Employer's obligation to obtain the Disability Insurance shall be contingent on
its ability to obtain the Disability Insurance on standard (or better) rates
generally prevailing in Texas for disability insurance with similar benefits on
persons of an age similar to the Executive's age. The Executive represents and
warrants that he is in good health and is insurable at such standard (or better)
rates.
4. FACILITIES AND EXPENSES
The Employer will furnish the Executive with office space, equipment,
supplies, and such other facilities and personnel as the Employer deems
necessary or appropriate for the performance of the Executive's duties under
this Agreement. The Employer will pay on behalf of the Executive (or reimburse
the Executive for) reasonable out-of-pocket expenses incurred by the Executive
at the request of, or on behalf of, the Employer in the performance of the
Executive's duties pursuant to this Agreement and in accordance with the
Employer's employment policies, including reasonable expenses incurred by the
Executive in attending conventions, seminars, and other business meetings, in
appropriate business entertainment activities, and for promotional expenses.

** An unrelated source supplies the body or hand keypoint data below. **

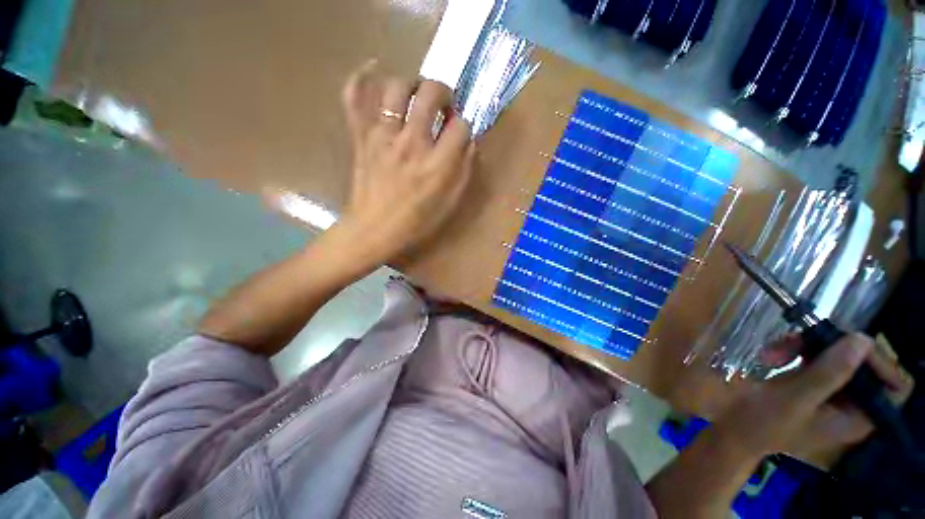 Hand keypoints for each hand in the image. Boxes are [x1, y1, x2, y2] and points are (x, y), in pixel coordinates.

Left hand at [336, 60, 475, 264]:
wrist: (372, 231)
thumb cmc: (414, 223)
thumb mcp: (448, 205)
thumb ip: (463, 172)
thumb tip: (468, 145)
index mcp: (436, 166)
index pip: (460, 126)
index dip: (464, 127)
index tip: (460, 135)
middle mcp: (411, 144)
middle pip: (431, 93)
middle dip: (444, 93)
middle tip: (443, 106)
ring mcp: (382, 137)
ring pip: (398, 88)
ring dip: (413, 86)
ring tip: (417, 97)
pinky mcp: (361, 137)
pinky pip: (354, 98)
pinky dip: (360, 79)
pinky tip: (372, 68)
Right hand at [715, 333, 914, 458]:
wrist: (730, 427)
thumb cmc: (762, 422)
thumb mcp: (794, 399)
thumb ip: (828, 373)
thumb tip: (861, 339)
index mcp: (858, 417)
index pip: (894, 386)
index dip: (879, 363)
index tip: (848, 345)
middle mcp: (851, 403)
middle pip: (861, 363)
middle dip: (829, 348)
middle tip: (799, 340)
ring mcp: (830, 391)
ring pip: (834, 353)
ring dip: (802, 346)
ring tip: (771, 352)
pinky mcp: (811, 381)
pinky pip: (812, 354)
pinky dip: (791, 349)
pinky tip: (768, 355) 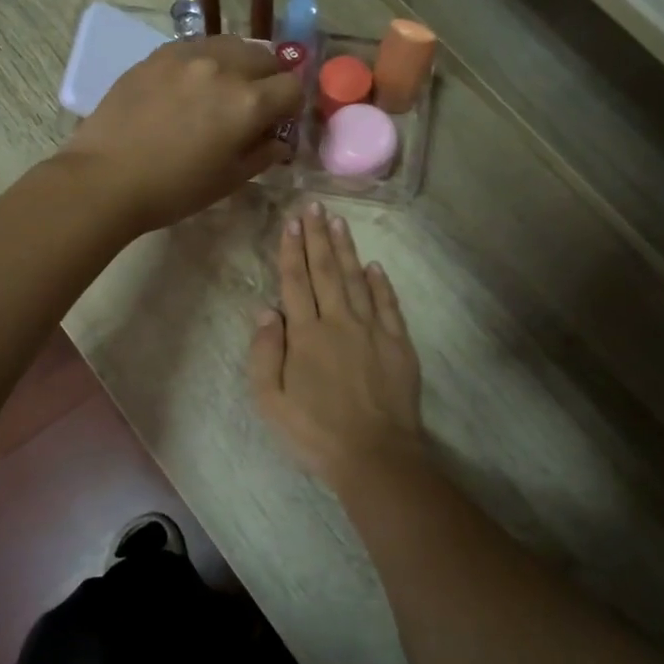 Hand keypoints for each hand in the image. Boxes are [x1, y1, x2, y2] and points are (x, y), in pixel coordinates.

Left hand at [59, 34, 302, 235]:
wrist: (106, 178)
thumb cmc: (173, 189)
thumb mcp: (229, 180)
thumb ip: (263, 154)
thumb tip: (279, 140)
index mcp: (249, 103)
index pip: (292, 87)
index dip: (291, 106)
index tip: (279, 121)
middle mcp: (224, 68)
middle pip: (267, 57)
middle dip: (270, 79)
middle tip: (254, 105)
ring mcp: (189, 55)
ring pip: (232, 44)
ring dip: (240, 63)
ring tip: (223, 88)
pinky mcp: (159, 53)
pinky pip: (197, 46)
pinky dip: (207, 60)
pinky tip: (191, 84)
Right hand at [249, 202, 421, 486]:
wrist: (375, 456)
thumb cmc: (315, 433)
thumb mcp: (271, 401)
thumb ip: (265, 353)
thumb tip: (265, 310)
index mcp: (306, 335)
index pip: (296, 282)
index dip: (292, 250)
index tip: (291, 222)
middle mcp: (339, 322)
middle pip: (326, 271)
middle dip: (317, 237)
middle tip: (314, 207)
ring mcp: (372, 331)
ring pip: (357, 280)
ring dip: (346, 250)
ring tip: (338, 222)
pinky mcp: (398, 344)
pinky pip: (388, 305)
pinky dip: (380, 283)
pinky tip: (374, 266) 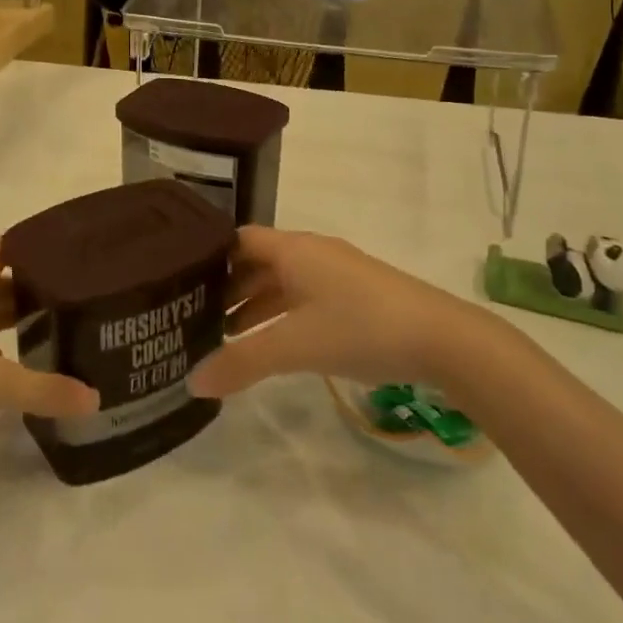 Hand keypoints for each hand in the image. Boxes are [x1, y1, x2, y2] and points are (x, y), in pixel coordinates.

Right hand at [189, 227, 474, 396]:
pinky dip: (281, 316)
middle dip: (227, 288)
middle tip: (194, 317)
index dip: (208, 257)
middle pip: (257, 262)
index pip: (237, 240)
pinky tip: (273, 345)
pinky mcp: (356, 296)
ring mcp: (337, 274)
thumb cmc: (361, 328)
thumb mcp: (295, 345)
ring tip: (225, 338)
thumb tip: (192, 382)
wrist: (444, 340)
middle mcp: (312, 253)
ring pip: (282, 283)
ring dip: (255, 306)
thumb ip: (243, 362)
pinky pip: (304, 298)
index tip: (178, 281)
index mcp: (293, 249) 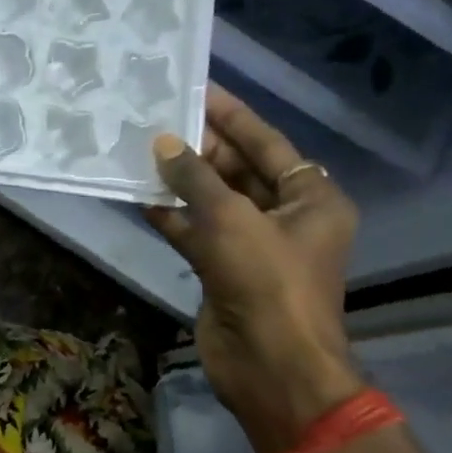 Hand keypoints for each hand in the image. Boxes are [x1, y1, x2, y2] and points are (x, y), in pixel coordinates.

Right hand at [145, 90, 361, 452]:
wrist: (269, 364)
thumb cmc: (266, 280)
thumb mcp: (231, 219)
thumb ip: (195, 177)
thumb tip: (161, 142)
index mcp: (311, 198)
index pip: (269, 144)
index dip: (233, 116)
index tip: (199, 89)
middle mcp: (286, 218)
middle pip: (240, 171)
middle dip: (201, 148)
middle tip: (158, 120)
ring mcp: (253, 246)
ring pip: (213, 202)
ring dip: (181, 181)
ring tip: (142, 151)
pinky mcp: (224, 271)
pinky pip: (196, 233)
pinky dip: (171, 217)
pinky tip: (140, 196) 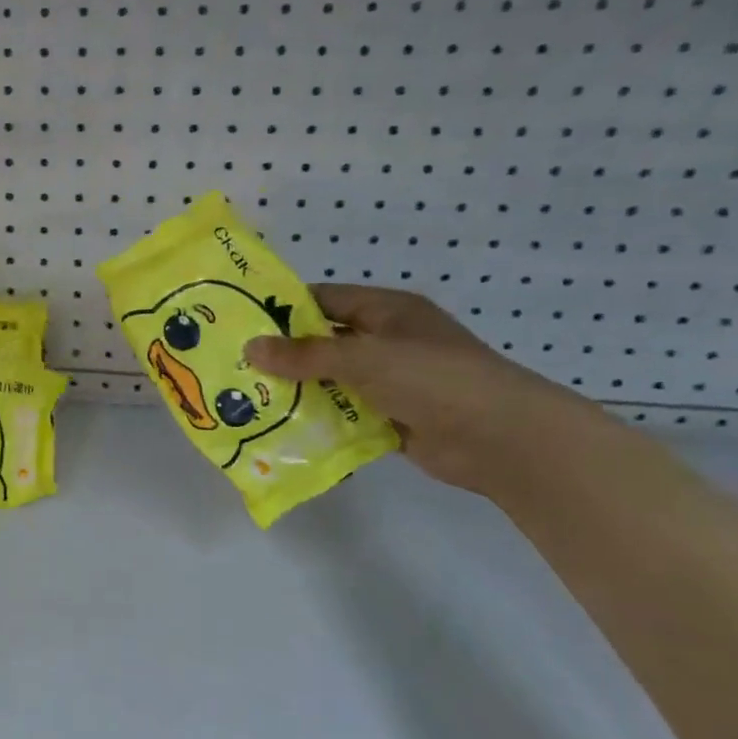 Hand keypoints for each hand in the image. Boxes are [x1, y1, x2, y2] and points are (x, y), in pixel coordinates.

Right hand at [244, 285, 598, 495]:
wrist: (502, 438)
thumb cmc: (433, 378)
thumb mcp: (364, 357)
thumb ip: (305, 354)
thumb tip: (250, 347)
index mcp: (384, 311)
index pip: (322, 300)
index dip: (282, 309)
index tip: (240, 322)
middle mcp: (385, 341)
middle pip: (323, 342)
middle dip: (283, 354)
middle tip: (235, 365)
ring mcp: (390, 380)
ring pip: (331, 380)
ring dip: (298, 390)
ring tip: (248, 398)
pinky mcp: (392, 416)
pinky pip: (345, 413)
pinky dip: (320, 419)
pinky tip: (283, 428) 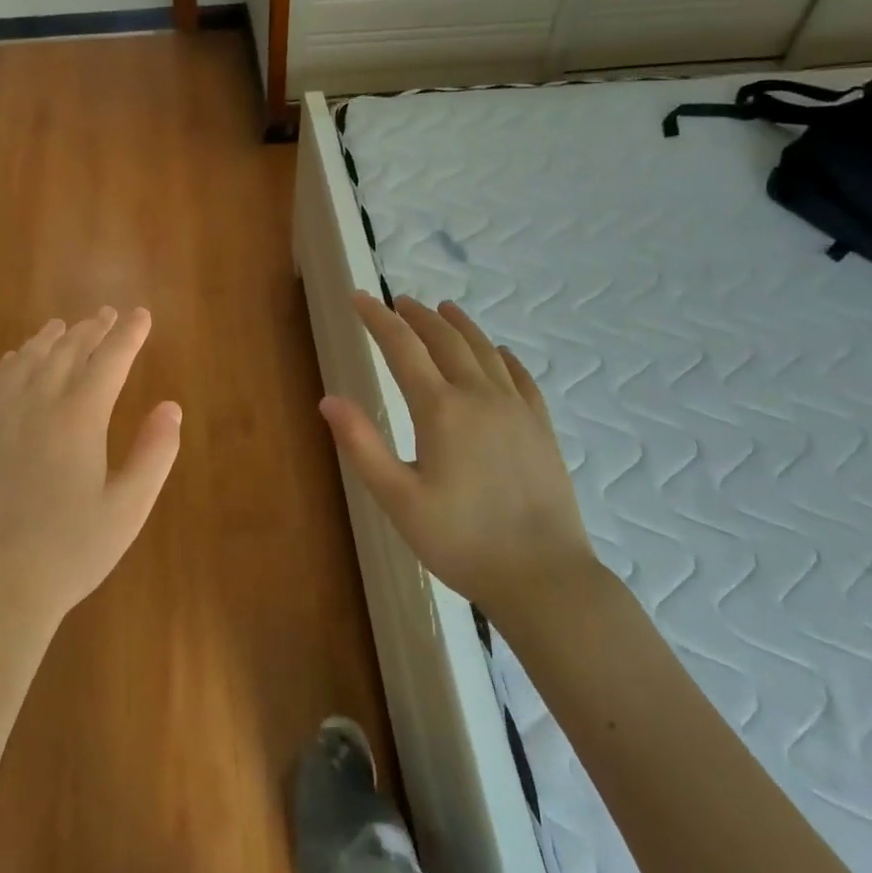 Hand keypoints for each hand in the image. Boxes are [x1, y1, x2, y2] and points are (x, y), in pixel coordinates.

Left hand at [0, 307, 181, 633]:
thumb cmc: (71, 551)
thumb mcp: (129, 507)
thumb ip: (155, 452)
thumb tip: (171, 407)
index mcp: (79, 418)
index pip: (110, 360)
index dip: (129, 335)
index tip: (142, 315)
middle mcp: (37, 404)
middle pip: (68, 351)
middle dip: (92, 329)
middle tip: (108, 314)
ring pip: (28, 361)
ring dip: (51, 338)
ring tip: (64, 325)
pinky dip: (11, 362)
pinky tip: (16, 359)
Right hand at [320, 293, 595, 614]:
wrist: (542, 576)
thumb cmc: (461, 541)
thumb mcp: (398, 499)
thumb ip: (361, 445)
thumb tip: (329, 399)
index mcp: (441, 409)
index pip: (402, 347)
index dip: (377, 318)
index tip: (358, 296)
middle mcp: (480, 396)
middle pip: (445, 340)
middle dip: (418, 316)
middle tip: (398, 302)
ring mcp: (516, 409)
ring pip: (485, 351)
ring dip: (460, 326)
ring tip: (444, 309)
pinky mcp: (541, 427)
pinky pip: (521, 377)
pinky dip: (504, 356)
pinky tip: (500, 353) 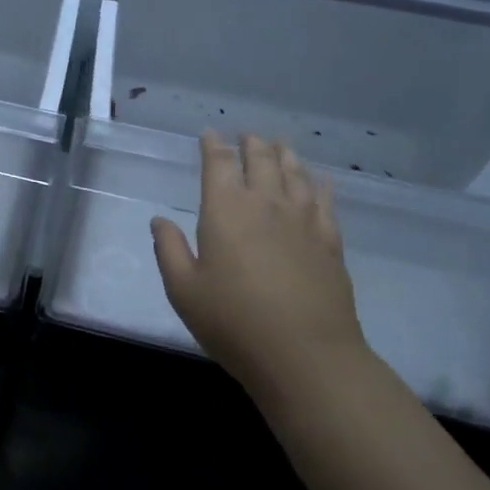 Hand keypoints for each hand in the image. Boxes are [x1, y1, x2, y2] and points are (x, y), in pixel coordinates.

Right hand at [151, 133, 372, 406]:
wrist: (306, 356)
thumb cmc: (233, 321)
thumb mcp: (183, 289)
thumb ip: (168, 249)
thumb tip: (159, 219)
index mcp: (225, 210)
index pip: (219, 164)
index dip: (213, 146)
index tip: (210, 133)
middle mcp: (266, 205)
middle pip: (261, 161)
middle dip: (252, 145)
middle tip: (247, 135)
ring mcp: (303, 223)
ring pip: (295, 175)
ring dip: (285, 156)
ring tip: (280, 145)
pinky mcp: (330, 244)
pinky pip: (324, 203)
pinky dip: (319, 185)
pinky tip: (319, 181) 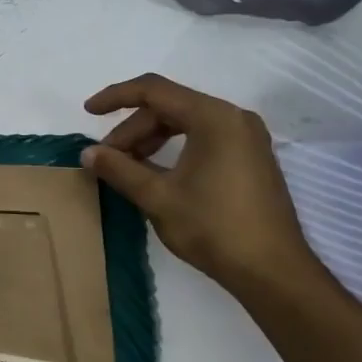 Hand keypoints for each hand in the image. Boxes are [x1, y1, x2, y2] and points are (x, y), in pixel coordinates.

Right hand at [82, 73, 318, 294]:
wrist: (273, 271)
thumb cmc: (214, 228)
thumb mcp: (158, 197)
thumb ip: (119, 169)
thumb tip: (88, 153)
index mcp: (214, 117)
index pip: (154, 90)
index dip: (116, 97)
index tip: (88, 112)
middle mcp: (233, 118)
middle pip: (170, 106)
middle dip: (133, 129)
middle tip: (108, 158)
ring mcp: (246, 138)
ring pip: (186, 123)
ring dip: (152, 140)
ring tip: (127, 167)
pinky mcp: (250, 158)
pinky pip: (204, 138)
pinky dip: (174, 149)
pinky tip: (157, 174)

The
Executive must file expense reports with respect to such expenses in accordance
with the Employer's expense reimbursement policies as they may be revised from
time to time at the Employer's discretion.
5. VACATIONS AND HOLIDAYS
The Executive will be entitled to paid vacation in accordance with the
vacation policies of the Employer in effect for its executive officers as may be
changed from time to time by the Employer. Vacation must be taken by the
Executive at a time mutually convenient to the Employer and the Executive. The
Executive will also be entitled to the paid holidays and other paid leave set
forth in the Employer's policies.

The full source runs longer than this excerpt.